*** Opening DATA TO EXAMINE ***
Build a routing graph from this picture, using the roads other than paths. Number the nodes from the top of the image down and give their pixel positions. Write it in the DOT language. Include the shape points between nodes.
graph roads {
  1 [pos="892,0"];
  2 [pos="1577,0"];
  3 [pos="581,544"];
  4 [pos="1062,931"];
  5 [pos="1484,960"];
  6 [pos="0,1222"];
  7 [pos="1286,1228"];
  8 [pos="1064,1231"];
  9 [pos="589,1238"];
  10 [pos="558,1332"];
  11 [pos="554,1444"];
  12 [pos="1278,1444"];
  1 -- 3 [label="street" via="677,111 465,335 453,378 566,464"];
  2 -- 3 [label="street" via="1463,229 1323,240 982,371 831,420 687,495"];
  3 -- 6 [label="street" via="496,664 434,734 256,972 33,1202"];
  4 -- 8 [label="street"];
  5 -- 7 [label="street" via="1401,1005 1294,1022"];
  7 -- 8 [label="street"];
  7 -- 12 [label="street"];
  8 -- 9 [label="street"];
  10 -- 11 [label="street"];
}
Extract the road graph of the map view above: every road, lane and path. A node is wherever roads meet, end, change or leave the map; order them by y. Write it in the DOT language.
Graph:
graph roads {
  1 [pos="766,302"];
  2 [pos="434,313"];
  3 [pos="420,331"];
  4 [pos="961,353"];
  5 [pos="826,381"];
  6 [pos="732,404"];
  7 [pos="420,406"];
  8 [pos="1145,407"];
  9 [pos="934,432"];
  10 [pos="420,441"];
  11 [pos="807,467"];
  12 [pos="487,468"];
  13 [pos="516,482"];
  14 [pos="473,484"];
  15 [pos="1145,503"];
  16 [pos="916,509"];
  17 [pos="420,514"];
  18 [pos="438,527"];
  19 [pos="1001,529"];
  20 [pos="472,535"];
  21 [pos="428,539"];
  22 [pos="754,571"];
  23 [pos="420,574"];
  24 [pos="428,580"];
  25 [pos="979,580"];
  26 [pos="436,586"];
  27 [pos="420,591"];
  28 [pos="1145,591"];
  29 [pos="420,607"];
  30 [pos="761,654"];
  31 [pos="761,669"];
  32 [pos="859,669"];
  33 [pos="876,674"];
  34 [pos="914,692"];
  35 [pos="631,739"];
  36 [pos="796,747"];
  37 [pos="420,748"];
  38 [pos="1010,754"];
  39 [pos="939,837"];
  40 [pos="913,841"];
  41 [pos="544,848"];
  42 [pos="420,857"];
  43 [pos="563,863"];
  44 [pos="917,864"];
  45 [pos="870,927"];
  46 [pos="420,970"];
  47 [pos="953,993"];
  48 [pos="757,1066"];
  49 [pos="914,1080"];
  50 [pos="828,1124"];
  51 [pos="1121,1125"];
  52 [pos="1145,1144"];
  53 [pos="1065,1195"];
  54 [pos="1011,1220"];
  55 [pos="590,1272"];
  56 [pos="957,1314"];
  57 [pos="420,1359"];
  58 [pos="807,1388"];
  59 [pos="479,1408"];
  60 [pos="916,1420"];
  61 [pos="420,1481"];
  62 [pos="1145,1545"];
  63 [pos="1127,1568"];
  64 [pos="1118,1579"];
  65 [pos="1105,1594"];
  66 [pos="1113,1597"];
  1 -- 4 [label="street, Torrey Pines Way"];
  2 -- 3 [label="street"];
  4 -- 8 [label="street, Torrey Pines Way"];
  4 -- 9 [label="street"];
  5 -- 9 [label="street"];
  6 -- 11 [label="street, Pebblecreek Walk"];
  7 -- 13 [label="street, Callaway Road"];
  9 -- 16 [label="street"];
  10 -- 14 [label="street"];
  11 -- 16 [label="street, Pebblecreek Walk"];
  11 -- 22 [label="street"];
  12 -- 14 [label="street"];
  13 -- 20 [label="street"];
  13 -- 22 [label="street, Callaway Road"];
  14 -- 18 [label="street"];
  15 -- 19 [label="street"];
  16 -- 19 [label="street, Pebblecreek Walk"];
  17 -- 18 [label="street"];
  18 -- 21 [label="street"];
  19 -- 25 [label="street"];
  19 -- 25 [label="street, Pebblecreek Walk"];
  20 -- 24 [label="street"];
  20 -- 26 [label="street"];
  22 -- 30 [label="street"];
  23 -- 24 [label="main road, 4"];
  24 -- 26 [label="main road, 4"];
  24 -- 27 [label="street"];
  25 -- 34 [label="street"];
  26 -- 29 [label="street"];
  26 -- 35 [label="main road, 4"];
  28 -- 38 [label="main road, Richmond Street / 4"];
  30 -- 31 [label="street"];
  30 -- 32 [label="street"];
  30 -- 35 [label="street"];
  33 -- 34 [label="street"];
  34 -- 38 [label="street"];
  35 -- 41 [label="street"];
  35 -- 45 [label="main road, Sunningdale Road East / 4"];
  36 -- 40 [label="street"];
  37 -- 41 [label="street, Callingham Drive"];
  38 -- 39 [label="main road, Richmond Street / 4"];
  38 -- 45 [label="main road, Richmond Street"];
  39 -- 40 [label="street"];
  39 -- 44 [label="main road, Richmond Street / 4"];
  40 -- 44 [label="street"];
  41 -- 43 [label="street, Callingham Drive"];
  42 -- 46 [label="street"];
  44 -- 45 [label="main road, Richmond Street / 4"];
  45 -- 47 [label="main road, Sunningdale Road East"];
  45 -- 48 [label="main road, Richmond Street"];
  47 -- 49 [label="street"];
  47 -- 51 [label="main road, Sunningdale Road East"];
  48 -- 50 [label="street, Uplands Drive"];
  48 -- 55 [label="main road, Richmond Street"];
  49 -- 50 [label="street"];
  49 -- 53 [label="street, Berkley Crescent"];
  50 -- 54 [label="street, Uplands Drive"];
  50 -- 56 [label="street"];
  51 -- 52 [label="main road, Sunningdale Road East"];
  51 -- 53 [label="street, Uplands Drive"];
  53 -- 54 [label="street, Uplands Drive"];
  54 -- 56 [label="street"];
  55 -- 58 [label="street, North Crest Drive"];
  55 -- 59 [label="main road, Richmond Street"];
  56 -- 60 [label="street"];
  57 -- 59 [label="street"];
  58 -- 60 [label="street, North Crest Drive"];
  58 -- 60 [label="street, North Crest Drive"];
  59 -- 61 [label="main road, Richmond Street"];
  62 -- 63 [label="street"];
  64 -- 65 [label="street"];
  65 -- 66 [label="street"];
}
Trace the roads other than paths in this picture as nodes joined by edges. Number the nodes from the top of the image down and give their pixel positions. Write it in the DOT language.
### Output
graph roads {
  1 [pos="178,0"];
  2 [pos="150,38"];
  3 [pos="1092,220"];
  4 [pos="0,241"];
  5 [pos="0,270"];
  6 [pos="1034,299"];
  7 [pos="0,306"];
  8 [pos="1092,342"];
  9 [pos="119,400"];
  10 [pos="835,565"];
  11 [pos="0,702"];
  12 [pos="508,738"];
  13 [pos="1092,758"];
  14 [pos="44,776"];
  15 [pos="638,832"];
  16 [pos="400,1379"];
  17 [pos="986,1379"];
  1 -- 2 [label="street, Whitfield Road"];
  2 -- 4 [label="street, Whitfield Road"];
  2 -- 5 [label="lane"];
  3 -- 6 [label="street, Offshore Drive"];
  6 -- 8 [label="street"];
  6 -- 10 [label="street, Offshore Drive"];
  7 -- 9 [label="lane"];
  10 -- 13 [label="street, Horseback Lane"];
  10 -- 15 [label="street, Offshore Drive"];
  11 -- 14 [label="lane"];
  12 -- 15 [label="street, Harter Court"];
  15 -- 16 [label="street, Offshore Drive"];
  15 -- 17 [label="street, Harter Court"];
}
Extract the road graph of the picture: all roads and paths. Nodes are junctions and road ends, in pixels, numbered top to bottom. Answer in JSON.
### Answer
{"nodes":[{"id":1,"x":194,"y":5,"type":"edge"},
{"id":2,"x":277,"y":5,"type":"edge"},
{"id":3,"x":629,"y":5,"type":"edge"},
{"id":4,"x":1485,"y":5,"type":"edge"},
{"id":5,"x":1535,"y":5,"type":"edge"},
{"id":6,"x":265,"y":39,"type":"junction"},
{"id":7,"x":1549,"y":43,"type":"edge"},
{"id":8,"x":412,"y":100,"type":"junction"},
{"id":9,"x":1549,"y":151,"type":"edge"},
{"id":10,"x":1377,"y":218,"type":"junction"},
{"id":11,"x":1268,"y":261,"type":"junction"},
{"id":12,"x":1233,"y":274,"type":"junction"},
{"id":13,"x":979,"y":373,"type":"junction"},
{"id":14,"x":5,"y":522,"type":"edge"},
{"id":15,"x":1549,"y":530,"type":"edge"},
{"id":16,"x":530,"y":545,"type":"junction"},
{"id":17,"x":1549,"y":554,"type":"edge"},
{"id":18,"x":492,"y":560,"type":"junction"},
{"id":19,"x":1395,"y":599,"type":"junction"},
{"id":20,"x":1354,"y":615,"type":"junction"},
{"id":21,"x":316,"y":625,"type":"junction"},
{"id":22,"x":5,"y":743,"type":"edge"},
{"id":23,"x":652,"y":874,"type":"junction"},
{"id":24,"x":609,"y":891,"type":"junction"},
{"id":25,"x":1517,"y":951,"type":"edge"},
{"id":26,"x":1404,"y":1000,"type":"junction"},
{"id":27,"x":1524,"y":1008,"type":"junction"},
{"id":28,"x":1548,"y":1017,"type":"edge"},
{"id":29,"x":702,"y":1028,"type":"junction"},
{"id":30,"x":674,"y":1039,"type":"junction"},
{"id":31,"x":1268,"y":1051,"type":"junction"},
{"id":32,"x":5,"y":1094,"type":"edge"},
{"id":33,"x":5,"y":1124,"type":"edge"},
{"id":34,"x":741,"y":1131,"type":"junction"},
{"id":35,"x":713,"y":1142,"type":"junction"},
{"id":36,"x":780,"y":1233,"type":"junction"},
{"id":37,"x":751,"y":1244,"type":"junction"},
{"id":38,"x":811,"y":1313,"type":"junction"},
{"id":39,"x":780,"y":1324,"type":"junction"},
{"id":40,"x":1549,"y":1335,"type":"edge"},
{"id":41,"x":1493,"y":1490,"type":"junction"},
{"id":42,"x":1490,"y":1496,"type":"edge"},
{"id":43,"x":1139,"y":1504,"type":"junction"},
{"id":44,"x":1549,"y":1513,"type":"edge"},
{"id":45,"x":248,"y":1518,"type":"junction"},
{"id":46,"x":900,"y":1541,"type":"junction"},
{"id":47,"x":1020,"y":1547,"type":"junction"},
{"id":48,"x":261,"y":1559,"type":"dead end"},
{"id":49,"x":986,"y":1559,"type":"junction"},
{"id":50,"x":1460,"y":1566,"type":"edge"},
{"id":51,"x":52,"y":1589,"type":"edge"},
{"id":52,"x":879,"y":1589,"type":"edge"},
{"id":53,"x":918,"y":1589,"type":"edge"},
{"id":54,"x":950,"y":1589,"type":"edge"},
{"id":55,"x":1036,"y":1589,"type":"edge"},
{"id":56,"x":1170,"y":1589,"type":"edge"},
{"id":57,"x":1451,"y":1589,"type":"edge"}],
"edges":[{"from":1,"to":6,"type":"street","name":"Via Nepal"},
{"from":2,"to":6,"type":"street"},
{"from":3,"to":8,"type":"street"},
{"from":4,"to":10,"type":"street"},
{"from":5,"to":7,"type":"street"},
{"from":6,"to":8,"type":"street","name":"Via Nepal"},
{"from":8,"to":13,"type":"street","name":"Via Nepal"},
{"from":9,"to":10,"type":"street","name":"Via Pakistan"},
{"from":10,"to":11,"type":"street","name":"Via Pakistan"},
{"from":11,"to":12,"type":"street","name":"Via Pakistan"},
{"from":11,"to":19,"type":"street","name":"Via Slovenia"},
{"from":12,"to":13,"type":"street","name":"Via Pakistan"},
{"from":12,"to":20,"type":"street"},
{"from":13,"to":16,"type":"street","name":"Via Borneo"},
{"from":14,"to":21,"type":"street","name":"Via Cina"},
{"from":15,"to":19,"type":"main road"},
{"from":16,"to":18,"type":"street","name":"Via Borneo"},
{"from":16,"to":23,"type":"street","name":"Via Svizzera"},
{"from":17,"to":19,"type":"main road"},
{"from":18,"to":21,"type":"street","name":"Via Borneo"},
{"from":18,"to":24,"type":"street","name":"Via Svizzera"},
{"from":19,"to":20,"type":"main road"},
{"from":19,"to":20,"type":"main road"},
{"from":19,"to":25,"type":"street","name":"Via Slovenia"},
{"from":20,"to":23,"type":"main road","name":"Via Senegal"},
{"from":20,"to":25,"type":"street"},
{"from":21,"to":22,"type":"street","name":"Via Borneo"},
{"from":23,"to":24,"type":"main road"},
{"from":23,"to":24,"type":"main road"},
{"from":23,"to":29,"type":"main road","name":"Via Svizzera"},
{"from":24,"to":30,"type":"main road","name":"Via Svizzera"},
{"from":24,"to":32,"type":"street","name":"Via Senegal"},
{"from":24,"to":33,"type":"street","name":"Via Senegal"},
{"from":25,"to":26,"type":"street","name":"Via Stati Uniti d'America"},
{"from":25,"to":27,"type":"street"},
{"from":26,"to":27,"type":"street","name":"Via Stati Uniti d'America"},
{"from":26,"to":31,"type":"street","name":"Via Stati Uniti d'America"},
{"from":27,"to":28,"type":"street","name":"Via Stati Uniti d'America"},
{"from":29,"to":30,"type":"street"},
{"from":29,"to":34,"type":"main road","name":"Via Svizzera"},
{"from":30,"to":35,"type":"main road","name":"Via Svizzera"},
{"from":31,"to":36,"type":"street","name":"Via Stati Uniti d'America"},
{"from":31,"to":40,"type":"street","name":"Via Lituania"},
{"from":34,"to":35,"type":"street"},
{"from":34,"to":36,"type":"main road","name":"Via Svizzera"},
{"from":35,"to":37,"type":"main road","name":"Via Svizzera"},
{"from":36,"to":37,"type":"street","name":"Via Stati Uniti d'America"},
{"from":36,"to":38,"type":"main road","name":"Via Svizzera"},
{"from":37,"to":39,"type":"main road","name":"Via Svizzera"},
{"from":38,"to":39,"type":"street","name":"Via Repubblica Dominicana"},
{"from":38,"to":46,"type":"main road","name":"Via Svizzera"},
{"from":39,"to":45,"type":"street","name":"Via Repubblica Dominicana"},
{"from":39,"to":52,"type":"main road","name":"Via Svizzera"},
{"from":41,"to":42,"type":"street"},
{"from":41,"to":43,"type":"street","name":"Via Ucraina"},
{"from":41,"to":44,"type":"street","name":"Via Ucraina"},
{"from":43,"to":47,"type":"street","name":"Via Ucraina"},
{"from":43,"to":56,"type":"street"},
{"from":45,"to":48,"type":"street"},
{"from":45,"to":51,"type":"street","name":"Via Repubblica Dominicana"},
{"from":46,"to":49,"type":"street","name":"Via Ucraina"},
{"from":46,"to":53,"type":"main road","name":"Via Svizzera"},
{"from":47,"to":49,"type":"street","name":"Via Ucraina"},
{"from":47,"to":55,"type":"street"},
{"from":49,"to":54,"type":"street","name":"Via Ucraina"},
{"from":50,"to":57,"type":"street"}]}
*** Closing DATA TO EXAMINE ***
§ **PROBLEM**
Your answer must be every line from the entries that contains the string "their", copied as it stands.

§ **FINAL ANSWER**
Build a routing graph from this picture, using the roads other than paths. Number the nodes from the top of the image down and give their pixel positions. Write it in the DOT language. Include the shape points between nodes.
Trace the roads other than paths in this picture as nodes joined by edges. Number the nodes from the top of the image down and give their pixel positions. Write it in the DOT language.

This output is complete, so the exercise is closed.